A History of Gun Control Measures
Following the assassinations of President John F. Kennedy, U.S. Senator Robert F. Kennedy and Rev. Martin Luther King, Jr., the Gun Control Act of 1968 was passed. The Gun Control Act of 1968 repealed and replaced the Federal Firearms Act of 1938, and updated the National Firearms Act of 1934 which was part of President Roosevelt’s “New Deal for Crime” proclaimed to stop crimes like the “St. Valentine’s Day Massacre.” (Thought Co contributed to the timeline below.)
In 1972, the Bureau of Alcohol Tobacco and Firearms (BATF) was created.
In 1986, the Firearms Protection Act was passed.
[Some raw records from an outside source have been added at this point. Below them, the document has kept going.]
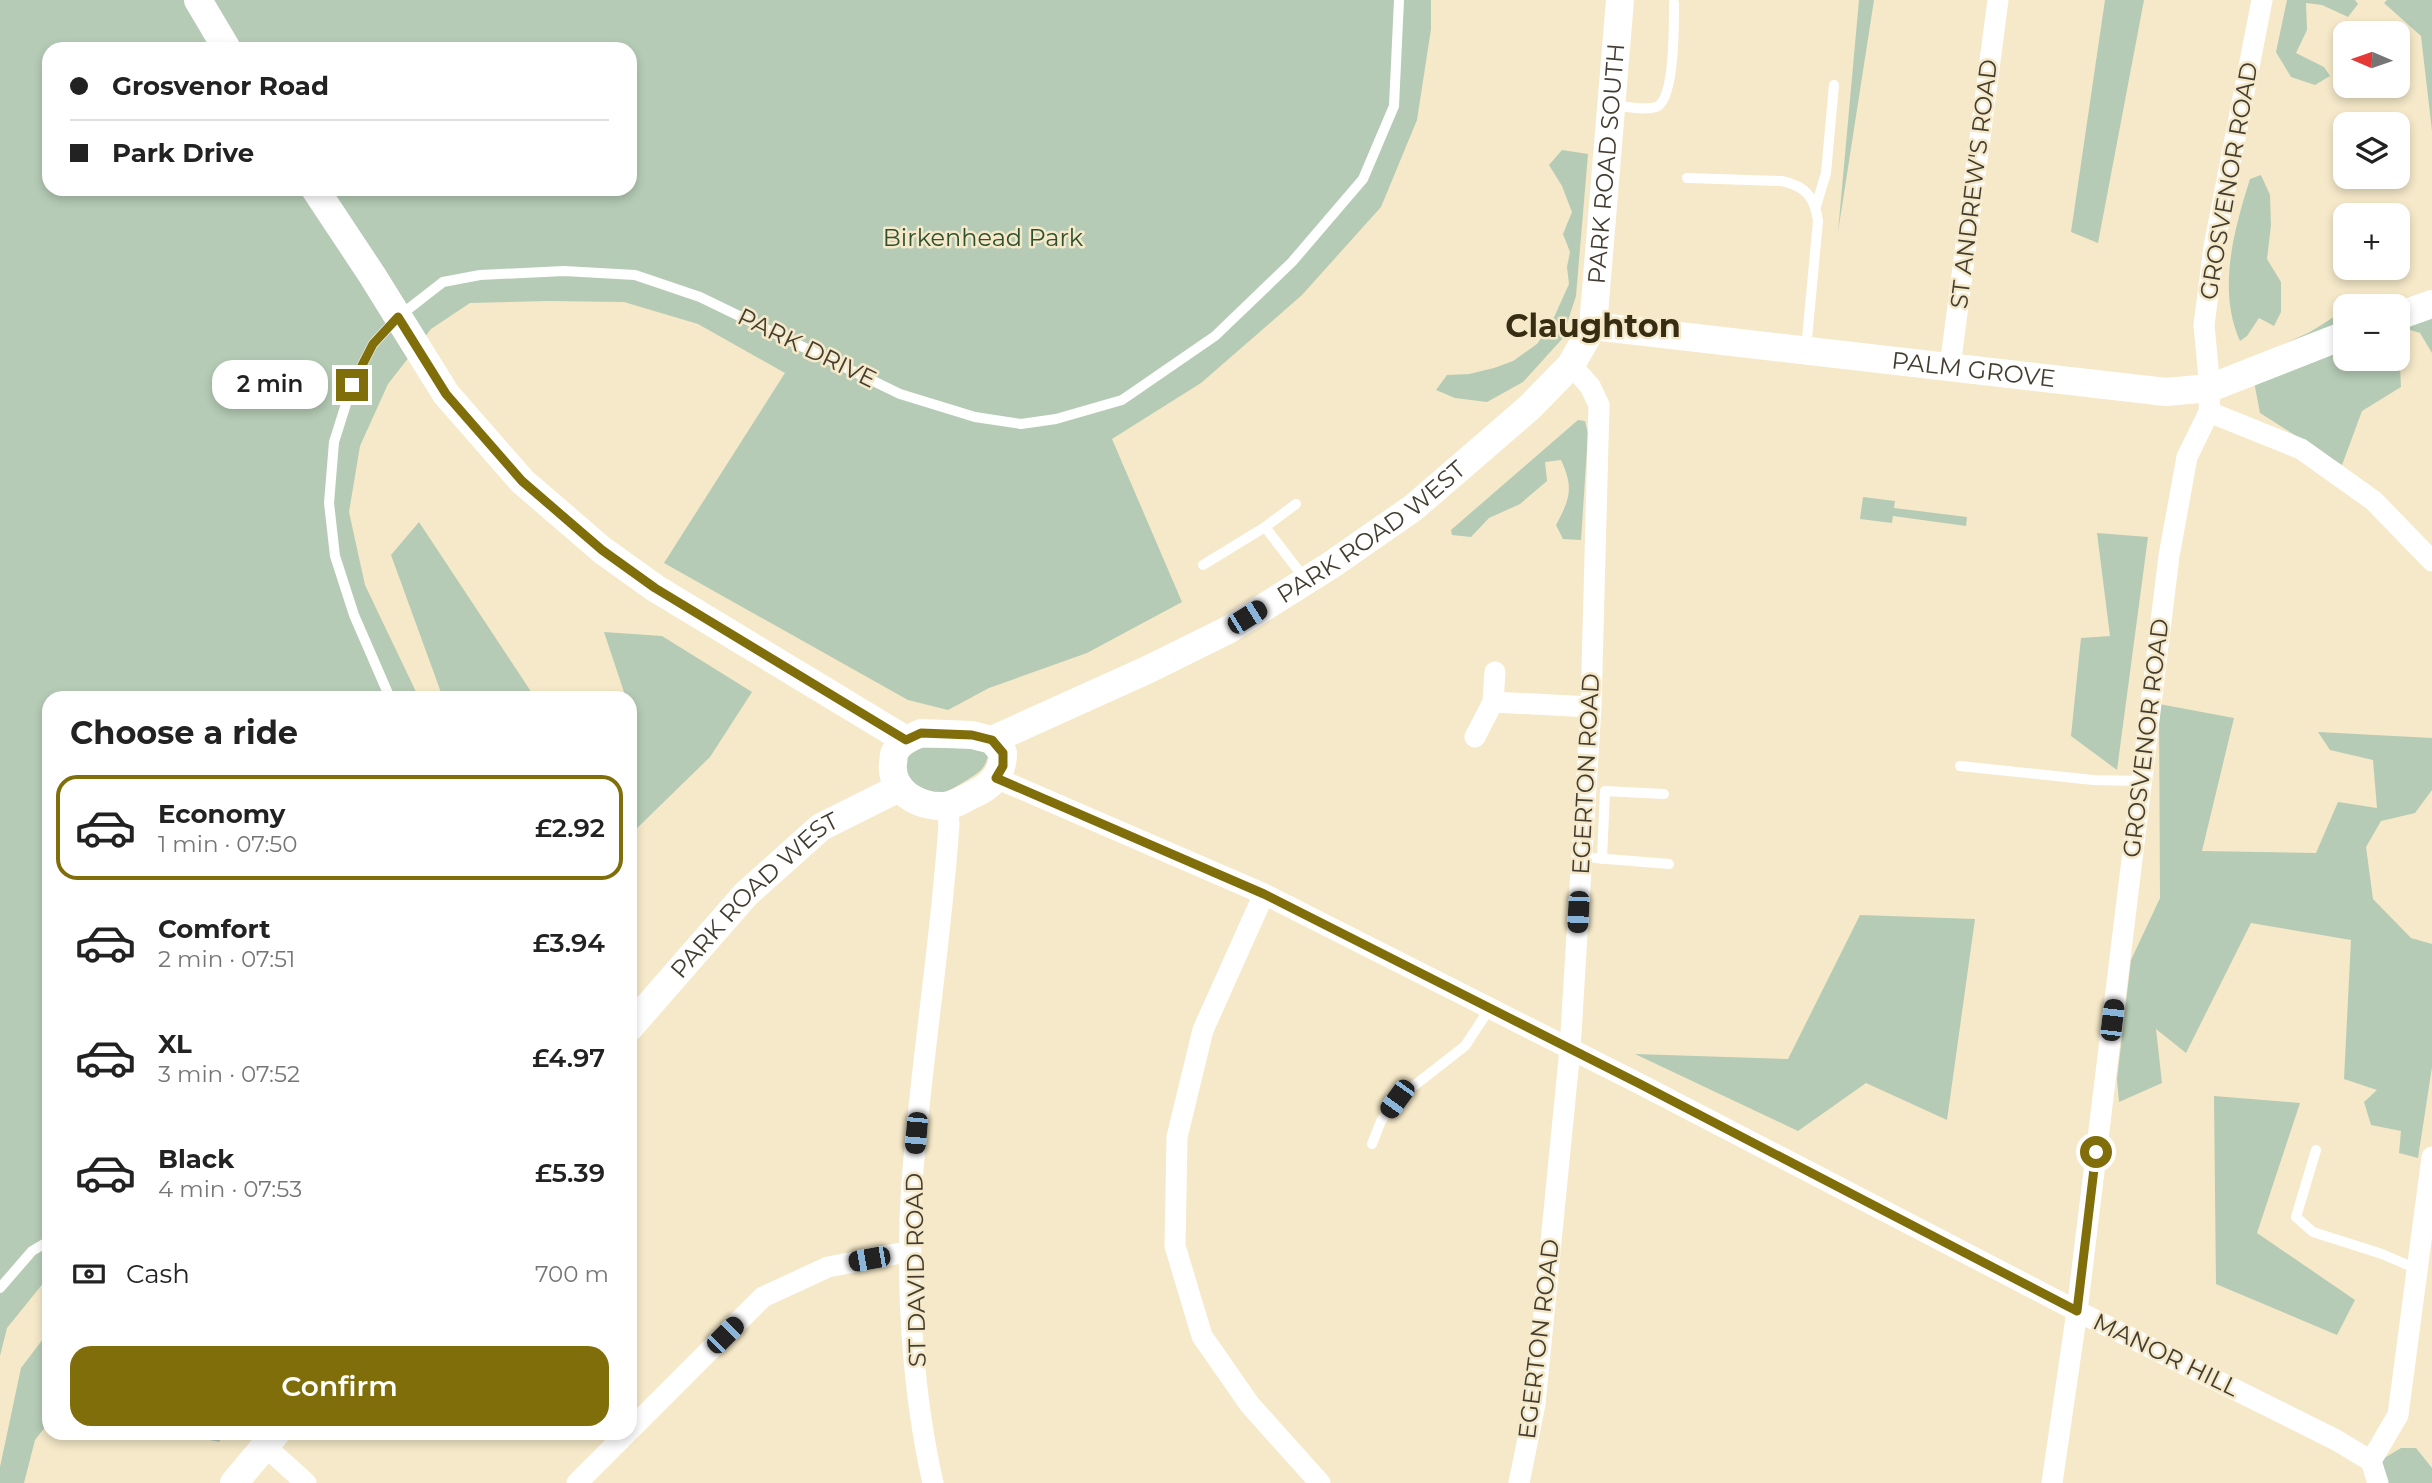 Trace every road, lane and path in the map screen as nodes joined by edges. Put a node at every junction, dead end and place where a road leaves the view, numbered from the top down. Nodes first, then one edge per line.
1 (198, 0) edge
2 (1399, 0) edge
3 (1620, 0) edge
4 (1998, 0) edge
5 (2262, 0) edge
6 (1675, 3) dead end
7 (223, 42) edge
8 (1834, 85) dead end
9 (1612, 105) junction
10 (1687, 178) dead end
11 (320, 196) edge
12 (1816, 206) junction
13 (2432, 304) edge
14 (2410, 312) edge
15 (398, 317) junction
16 (1593, 326) junction
17 (2333, 341) edge
18 (1805, 352) junction
19 (1571, 365) junction
20 (1950, 367) junction
21 (2210, 400) junction
22 (1296, 504) dead end
23 (1265, 527) junction
24 (2432, 561) edge
25 (1203, 565) dead end
26 (1307, 581) junction
27 (1495, 672) dead end
28 (387, 691) edge
29 (1493, 702) junction
30 (1591, 707) junction
31 (1475, 737) dead end
32 (906, 740) junction
33 (992, 740) junction
34 (1959, 766) dead end
35 (996, 778) junction
36 (2141, 781) junction
37 (899, 788) junction
38 (1664, 794) dead end
39 (947, 806) junction
40 (1592, 858) junction
41 (1669, 864) dead end
42 (1264, 894) junction
43 (1490, 1008) junction
44 (637, 1019) edge
45 (1570, 1049) junction
46 (1373, 1144) dead end
47 (2316, 1150) dead end
48 (2432, 1157) edge
49 (42, 1245) edge
50 (911, 1251) junction
51 (2417, 1269) junction
52 (0, 1288) edge
53 (2077, 1311) junction
54 (637, 1423) edge
55 (271, 1440) edge
56 (620, 1440) edge
57 (2371, 1461) junction
58 (234, 1483) edge
59 (306, 1483) edge
60 (577, 1483) edge
61 (933, 1483) edge
62 (1320, 1483) edge
63 (1519, 1483) edge
64 (2052, 1483) edge
65 (2378, 1483) edge

1 - 7 street
2 - 15 lane, PARK DRIVE
3 - 9 street, PARK ROAD SOUTH
4 - 20 street, ST ANDREW'S ROAD
5 - 21 street, GROSVENOR ROAD
6 - 9 lane
8 - 12 lane
9 - 16 street, PARK ROAD SOUTH
10 - 12 lane
11 - 15 street
12 - 18 lane
13 - 14 street
15 - 28 lane, PARK DRIVE
15 - 32 street
16 - 18 street, PALM GROVE
16 - 19 street, PARK ROAD WEST
17 - 21 street, PALM GROVE
18 - 20 street, PALM GROVE
19 - 26 street, PARK ROAD WEST
19 - 30 street, EGERTON ROAD
20 - 21 street, PALM GROVE
21 - 24 street
21 - 36 street, GROSVENOR ROAD
22 - 23 lane
23 - 25 lane
23 - 26 lane
26 - 33 street, PARK ROAD WEST
27 - 29 street
29 - 30 street
29 - 31 street
30 - 40 street, EGERTON ROAD
32 - 33 street
32 - 37 street
33 - 35 street
34 - 36 lane
35 - 39 street
35 - 42 street, MANOR HILL
36 - 53 street, GROSVENOR ROAD
37 - 39 street
37 - 44 street, PARK ROAD WEST
38 - 40 lane
39 - 50 street, ST DAVID ROAD
40 - 41 lane
40 - 45 street, EGERTON ROAD
42 - 43 street, MANOR HILL
42 - 62 street
43 - 45 street, MANOR HILL
43 - 46 lane
45 - 53 street, MANOR HILL
45 - 63 street, EGERTON ROAD
47 - 51 lane
48 - 51 street
49 - 52 lane
50 - 54 street
50 - 61 street, ST DAVID ROAD
51 - 57 street
53 - 57 street, MANOR HILL
53 - 64 street, GROSVENOR ROAD
55 - 58 street
55 - 59 street
56 - 60 street
57 - 65 street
This act prohibited the private ownership of machine guns and redefined silencers to include parts for manufacture.
In 1988, President Ronald Reagan signed the Undetectable Firearms Act of 1988, making it illegal to manufacture, import, sell, ship, deliver, possess, transfer, or receive any firearm that is not detectable by walk-through metal detectors. The law prohibited guns from not containing enough metal to trigger security screening machines found in airports, courthouses and other secure areas accessible to the public.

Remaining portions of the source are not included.